§ Problem statement
Images excluded, repeat each entry below exactly.

[[ Data listing open ]]

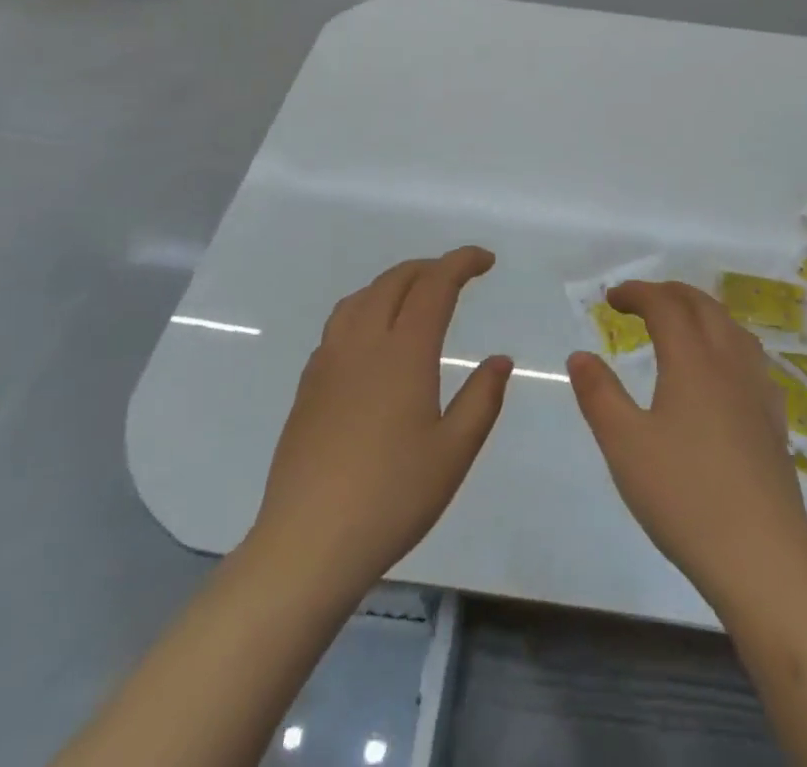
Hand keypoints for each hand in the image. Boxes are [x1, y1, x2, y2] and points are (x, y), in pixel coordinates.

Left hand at [250, 247, 511, 595]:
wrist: (307, 544)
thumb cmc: (391, 498)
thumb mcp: (453, 453)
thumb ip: (481, 399)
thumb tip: (499, 360)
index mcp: (404, 353)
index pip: (434, 285)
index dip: (461, 262)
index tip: (486, 260)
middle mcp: (363, 344)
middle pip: (395, 281)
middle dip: (430, 267)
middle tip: (458, 276)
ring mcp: (329, 362)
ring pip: (361, 297)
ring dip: (394, 283)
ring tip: (416, 296)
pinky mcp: (308, 386)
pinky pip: (339, 324)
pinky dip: (366, 308)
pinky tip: (374, 338)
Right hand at [567, 280, 806, 607]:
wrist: (762, 555)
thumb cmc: (684, 496)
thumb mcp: (624, 446)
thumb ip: (599, 394)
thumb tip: (580, 355)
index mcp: (691, 359)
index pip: (664, 305)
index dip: (637, 293)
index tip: (612, 298)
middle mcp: (729, 361)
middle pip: (702, 305)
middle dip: (669, 293)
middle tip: (641, 302)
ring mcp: (757, 388)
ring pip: (731, 326)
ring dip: (701, 312)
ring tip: (680, 325)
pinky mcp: (774, 417)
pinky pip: (750, 356)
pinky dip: (726, 341)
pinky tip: (722, 370)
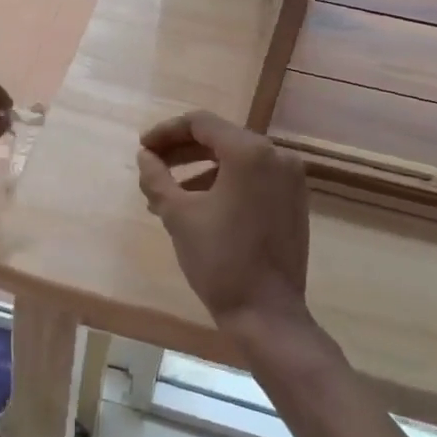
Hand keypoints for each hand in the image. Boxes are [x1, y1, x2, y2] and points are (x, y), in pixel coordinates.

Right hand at [136, 110, 310, 335]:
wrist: (266, 313)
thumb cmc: (219, 259)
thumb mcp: (178, 215)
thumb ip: (157, 177)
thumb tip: (145, 157)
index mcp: (250, 152)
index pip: (201, 123)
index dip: (166, 132)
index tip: (143, 149)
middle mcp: (276, 156)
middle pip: (219, 138)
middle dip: (181, 151)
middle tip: (151, 166)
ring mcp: (290, 179)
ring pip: (235, 160)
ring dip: (199, 169)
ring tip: (166, 194)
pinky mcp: (293, 201)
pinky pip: (252, 178)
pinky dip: (223, 183)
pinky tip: (197, 205)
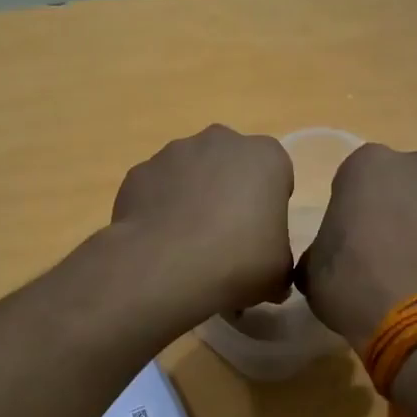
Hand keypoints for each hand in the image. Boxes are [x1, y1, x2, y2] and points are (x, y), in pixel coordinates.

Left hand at [111, 125, 294, 325]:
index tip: (260, 235)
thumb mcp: (278, 273)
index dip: (269, 205)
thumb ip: (278, 261)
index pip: (275, 174)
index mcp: (265, 157)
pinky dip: (158, 209)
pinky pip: (155, 189)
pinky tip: (159, 243)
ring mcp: (172, 153)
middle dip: (228, 192)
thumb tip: (268, 275)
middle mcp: (219, 141)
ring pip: (189, 173)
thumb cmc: (238, 262)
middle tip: (225, 238)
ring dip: (192, 198)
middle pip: (230, 165)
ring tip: (187, 244)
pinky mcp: (138, 173)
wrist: (165, 268)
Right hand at [299, 145, 416, 347]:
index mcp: (369, 166)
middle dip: (400, 208)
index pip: (357, 177)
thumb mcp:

[[ Data listing closed ]]

§ Result of the task
Hand keypoints for each hand in the image. Boxes are [x1, y1, x2, y2] and points are (x, y), in pixel coordinates.

Left hand at [250, 247, 511, 595]:
wrist: (307, 544)
thumb cmc: (391, 498)
thumb mcp: (453, 453)
thumb ip: (481, 399)
thumb tip: (499, 360)
index mcp: (404, 353)
index pip: (434, 285)
index dip: (461, 262)
index tip: (486, 260)
middle mcp: (363, 344)
middle pip: (395, 281)
middle dip: (430, 267)
middle tip: (458, 276)
ring mcp: (329, 362)
ring pip: (361, 297)
ring dip: (394, 283)
ring tip: (416, 296)
pinky mcp: (308, 386)
pinky pip: (339, 324)
pinky dip: (366, 308)
pinky tip: (374, 338)
Right hand at [567, 280, 806, 607]:
wrist: (762, 555)
thumb cmc: (684, 496)
thumb mcp: (624, 446)
thumb ip: (599, 394)
thumb tip: (580, 355)
index mcp: (691, 359)
index pip: (664, 305)
index dip: (637, 293)
index tip: (612, 298)
middle mcp: (729, 361)
middle pip: (702, 305)
middle dip: (669, 293)
middle tip: (641, 302)
ring mcp: (757, 388)
ring pip: (731, 326)
ring dip: (701, 312)
ring tip: (680, 325)
pinky mcp: (774, 417)
pinky pip: (750, 356)
pinky dip: (726, 341)
pinky tip: (722, 370)
Hand keypoints for each hand in the image. Boxes are [x1, y1, x2, y2] and points are (x, y), in pixel coordinates.

Right hand at [136, 110, 310, 335]:
wrist: (266, 313)
thumb cmc: (219, 259)
thumb mcp: (178, 215)
thumb ip: (157, 177)
thumb tip: (145, 157)
index mcp: (250, 152)
index pip: (201, 123)
index dip: (166, 132)
index tip: (143, 149)
middle mcp: (276, 156)
middle pip: (219, 138)
middle dip: (181, 151)
middle tip: (151, 166)
ring mcp: (290, 179)
ring pip: (235, 160)
ring dip: (199, 169)
ring tip: (166, 194)
pinky mcp: (293, 201)
pinky pip: (252, 178)
pinky dip: (223, 183)
pinky tip: (197, 205)
Hand keypoints for each hand in the image. Boxes are [x1, y1, x2, y2] and points are (x, y), in pixel coordinates.

Left hand at [111, 125, 294, 325]:
index tip: (260, 235)
thumb mcp: (278, 273)
index dip: (269, 205)
thumb ip: (278, 261)
index pip: (275, 174)
index mcp: (265, 157)
pinky dip: (158, 209)
pinky pip: (155, 189)
pinky tip: (159, 243)
ring mcp: (172, 153)
middle dip: (228, 192)
thumb tip: (268, 275)
middle mcp: (219, 141)
ring pip: (189, 173)
thumb cmc: (238, 262)
middle tip: (225, 238)
ring dip: (192, 198)
middle pip: (230, 165)
ring tip: (187, 244)
pinky mcp: (138, 173)
wrist: (165, 268)
Right hand at [299, 145, 416, 347]:
index mcp: (369, 166)
middle dip: (400, 208)
index pip: (357, 177)
thumb mcp:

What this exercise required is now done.